Small scale electrostatically-driven aerosol deposition in airway-on-chip models of bronchial constriction.

Obstructive pulmonary diseases, including asthma and chronic obstructive pulmonary disease are widespread and represent a major global health burden. Despite their impact, effective therapeutic delivery to the small airways using inhaled aerosols remains suboptimal. In this study, we present a novel in vitro airway-on-chip platform that mimics both normal and constricted small bronchial geometries to quantify the deposition charged and neutral polystyrene latex aerosol particles ranging from 0.2 to 2 µm. Analytical and numerical solutions were derived from dimensionless scaling laws to further support the experiments and predict deposition location. Our experiments showcase how electrostatic forces significantly alter deposition patterns across particle sizes in these small airways.

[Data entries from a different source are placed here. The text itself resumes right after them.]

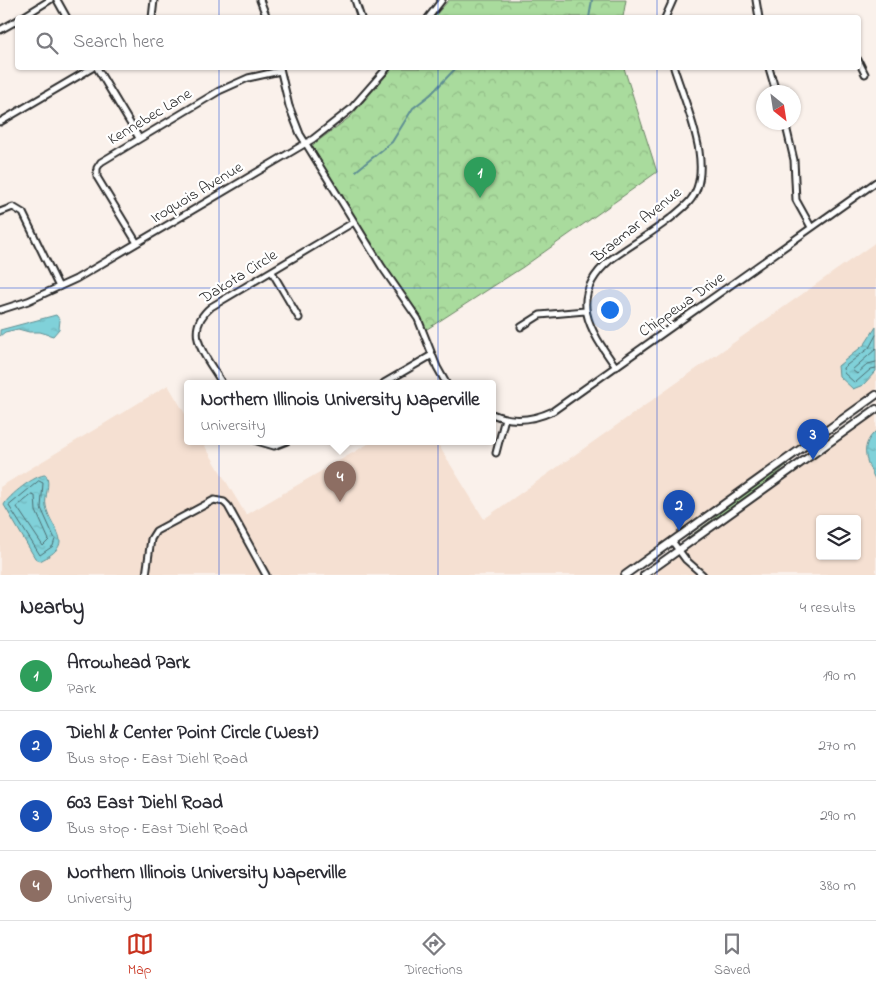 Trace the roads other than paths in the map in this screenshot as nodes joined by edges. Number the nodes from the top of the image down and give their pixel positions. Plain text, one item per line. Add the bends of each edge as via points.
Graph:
1 (50, 0) edge
2 (57, 0) edge
3 (154, 0) edge
4 (260, 0) edge
5 (355, 0) edge
6 (442, 0) edge
7 (673, 0) edge
8 (756, 0) edge
9 (26, 15) edge
10 (65, 15) edge
11 (152, 15) edge
12 (266, 15) edge
13 (360, 15) edge
14 (430, 15) edge
15 (666, 15) edge
16 (758, 15) edge
17 (15, 22) edge
18 (0, 30) edge
19 (861, 67) edge
20 (89, 70) edge
21 (98, 70) edge
22 (276, 70) edge
23 (280, 70) edge
24 (385, 70) edge
25 (675, 70) edge
26 (770, 70) edge
27 (864, 74) dead end
28 (774, 85) edge
29 (0, 122) edge
30 (787, 130) edge
31 (139, 138) junction
32 (306, 142) junction
33 (876, 182) edge
34 (0, 212) edge
35 (354, 222) junction
36 (811, 228) junction
37 (137, 243) junction
38 (272, 272) junction
39 (59, 287) junction
40 (0, 310) edge
41 (585, 312) junction
42 (299, 318) dead end
43 (521, 327) dead end
44 (432, 355) junction
45 (616, 367) junction
46 (220, 380) edge
47 (389, 380) edge
48 (444, 380) edge
49 (876, 395) edge
50 (876, 409) edge
51 (496, 415) edge
52 (505, 418) junction
53 (496, 453) dead end
54 (672, 541) junction
55 (679, 550) junction
56 (146, 575) edge
57 (266, 575) edge
58 (625, 575) edge
59 (644, 575) edge
60 (703, 575) edge

1 - 9 street
2 - 10 street
3 - 11 street
4 - 12 street
5 - 13 street
6 - 14 street
7 - 15 street
8 - 16 street
17 - 18 street
19 - 27 street
20 - 29 street
21 - 31 street
22 - 31 street, Kennebec Lane via 219,91
23 - 32 street via 289,106
24 - 32 street, Iroquois Avenue via 352,109
25 - 41 street, Braemar Avenue via 700,155 702,173 697,189 680,210 604,266 590,286
26 - 28 street
30 - 36 street via 793,154 796,200
31 - 37 street, Kennebec Lane via 104,160 98,168 97,178
32 - 35 street
32 - 37 street, Iroquois Avenue
33 - 36 street, Chippewa Drive
34 - 39 street via 13,207 23,213
35 - 38 street, Dakota Circle
35 - 44 street via 418,319
36 - 45 street, Chippewa Drive
37 - 39 street, Iroquois Avenue
38 - 42 street
38 - 46 street, Dakota Circle via 211,307 199,319 197,338
39 - 40 street, Iroquois Avenue
41 - 43 street via 540,315
41 - 45 street via 594,336
44 - 47 street
44 - 48 street
45 - 52 street, Chippewa Drive via 553,411 528,419
49 - 54 street
50 - 55 street
51 - 52 street, Chippewa Drive
52 - 53 street
54 - 55 street
54 - 58 street
55 - 59 street
55 - 60 street
56 - 57 street via 151,539 156,531 214,500 228,506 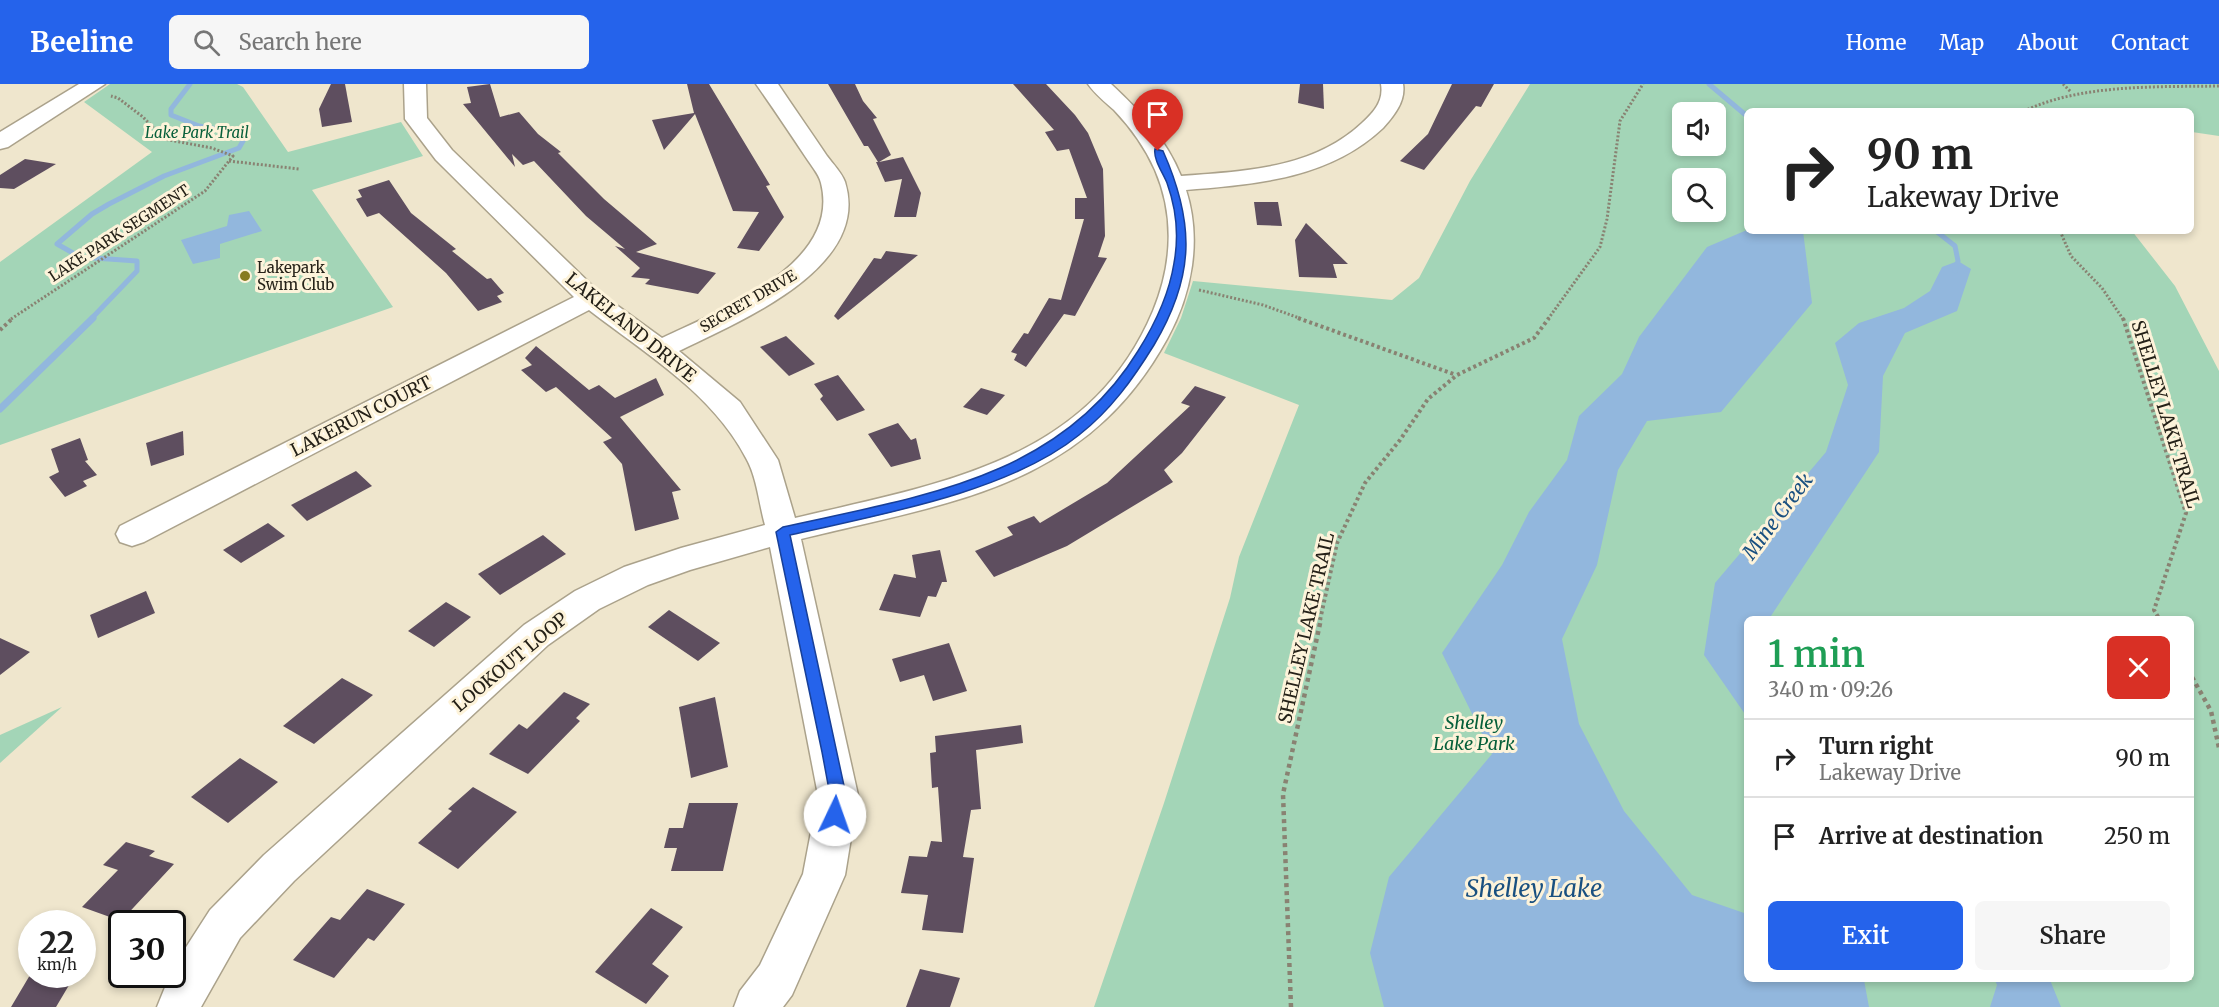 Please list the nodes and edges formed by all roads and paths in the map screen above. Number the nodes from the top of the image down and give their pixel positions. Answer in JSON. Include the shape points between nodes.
{"nodes":[{"id":1,"x":415,"y":84,"type":"edge"},
{"id":2,"x":767,"y":84,"type":"edge"},
{"id":3,"x":1099,"y":84,"type":"edge"},
{"id":4,"x":1392,"y":84,"type":"edge"},
{"id":5,"x":1643,"y":84,"type":"edge"},
{"id":6,"x":2063,"y":84,"type":"edge"},
{"id":7,"x":2219,"y":86,"type":"edge"},
{"id":8,"x":100,"y":89,"type":"edge"},
{"id":9,"x":2072,"y":93,"type":"junction"},
{"id":10,"x":2030,"y":108,"type":"edge"},
{"id":11,"x":0,"y":141,"type":"edge"},
{"id":12,"x":228,"y":161,"type":"junction"},
{"id":13,"x":299,"y":169,"type":"dead end"},
{"id":14,"x":1172,"y":183,"type":"junction"},
{"id":15,"x":2061,"y":234,"type":"edge"},
{"id":16,"x":1174,"y":286,"type":"junction"},
{"id":17,"x":591,"y":299,"type":"junction"},
{"id":18,"x":0,"y":330,"type":"edge"},
{"id":19,"x":660,"y":350,"type":"junction"},
{"id":20,"x":1457,"y":375,"type":"junction"},
{"id":21,"x":783,"y":532,"type":"junction"},
{"id":22,"x":132,"y":534,"type":"dead end"},
{"id":23,"x":2158,"y":616,"type":"edge"},
{"id":24,"x":2194,"y":681,"type":"edge"},
{"id":25,"x":2219,"y":748,"type":"edge"},
{"id":26,"x":179,"y":1007,"type":"edge"},
{"id":27,"x":756,"y":1007,"type":"edge"},
{"id":28,"x":1291,"y":1007,"type":"edge"}],
"edges":[{"from":1,"to":17,"type":"street","name":"LAKELAND DRIVE","via":[[415,113],[423,130]]},
{"from":2,"to":19,"type":"street","name":"SECRET DRIVE","via":[[833,181],[837,194],[835,224],[818,253],[782,285]]},
{"from":3,"to":14,"type":"street","name":"LOOKOUT LOOP","via":[[1145,133]]},
{"from":4,"to":14,"type":"street","via":[[1392,102],[1376,122],[1359,139],[1328,157],[1264,175]]},
{"from":5,"to":20,"type":"path","name":"SHELLEY LAKE TRAIL","via":[[1620,121],[1608,219],[1600,247],[1534,338]]},
{"from":6,"to":9,"type":"path"},
{"from":7,"to":9,"type":"path"},
{"from":8,"to":11,"type":"street"},
{"from":8,"to":12,"type":"path","name":"LAKE PARK SEGMENT","via":[[143,117],[164,139],[212,148],[233,156]]},
{"from":9,"to":10,"type":"path"},
{"from":12,"to":13,"type":"path"},
{"from":12,"to":18,"type":"path","name":"LAKE PARK SEGMENT","via":[[205,191],[110,251]]},
{"from":14,"to":16,"type":"street","name":"LOOKOUT LOOP","via":[[1182,232]]},
{"from":15,"to":23,"type":"path","name":"SHELLEY LAKE TRAIL","via":[[2071,256],[2122,316],[2186,513],[2154,610]]},
{"from":16,"to":20,"type":"path","via":[[1263,305]]},
{"from":16,"to":21,"type":"street","name":"LOOKOUT LOOP","via":[[1162,321],[1126,381],[1075,432],[1049,450],[959,489]]},
{"from":17,"to":19,"type":"street","name":"LAKELAND DRIVE"},
{"from":17,"to":22,"type":"street","name":"LAKERUN COURT"},
{"from":19,"to":21,"type":"street","name":"LAKELAND DRIVE","via":[[730,409],[749,435],[763,460]]},
{"from":20,"to":28,"type":"path","name":"SHELLEY LAKE TRAIL","via":[[1428,399],[1365,483],[1336,543],[1283,794]]},
{"from":21,"to":26,"type":"street","name":"LOOKOUT LOOP","via":[[636,576],[587,600],[536,635],[248,900],[225,924],[187,986]]},
{"from":21,"to":27,"type":"street","via":[[838,795],[824,875],[776,980]]},
{"from":24,"to":25,"type":"path","via":[[2211,711]]}]}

For submicron particles, we observe the enhancement of proximal airway deposition due to the coupling of electrostatic-diffusive screening effects. For larger particles, which typically deposit only in the direction of gravity, the inclusion of electrostatic forces significantly extends their deposition footprint, enabling deposition even in orientations where gravitational sedimentation is not feasible. Constricted regions consistently exhibit lower deposition across all cases, the presence of electrostatic forces enhanced overall deposition, offering a potential strategy for targeting bronchioles. Together, these findings suggest that electrostatic attraction may be strategically leveraged to enhance aerosol targeting in the small airways, providing new opportunities for optimizing inhaled drug delivery in obstructive lung diseases.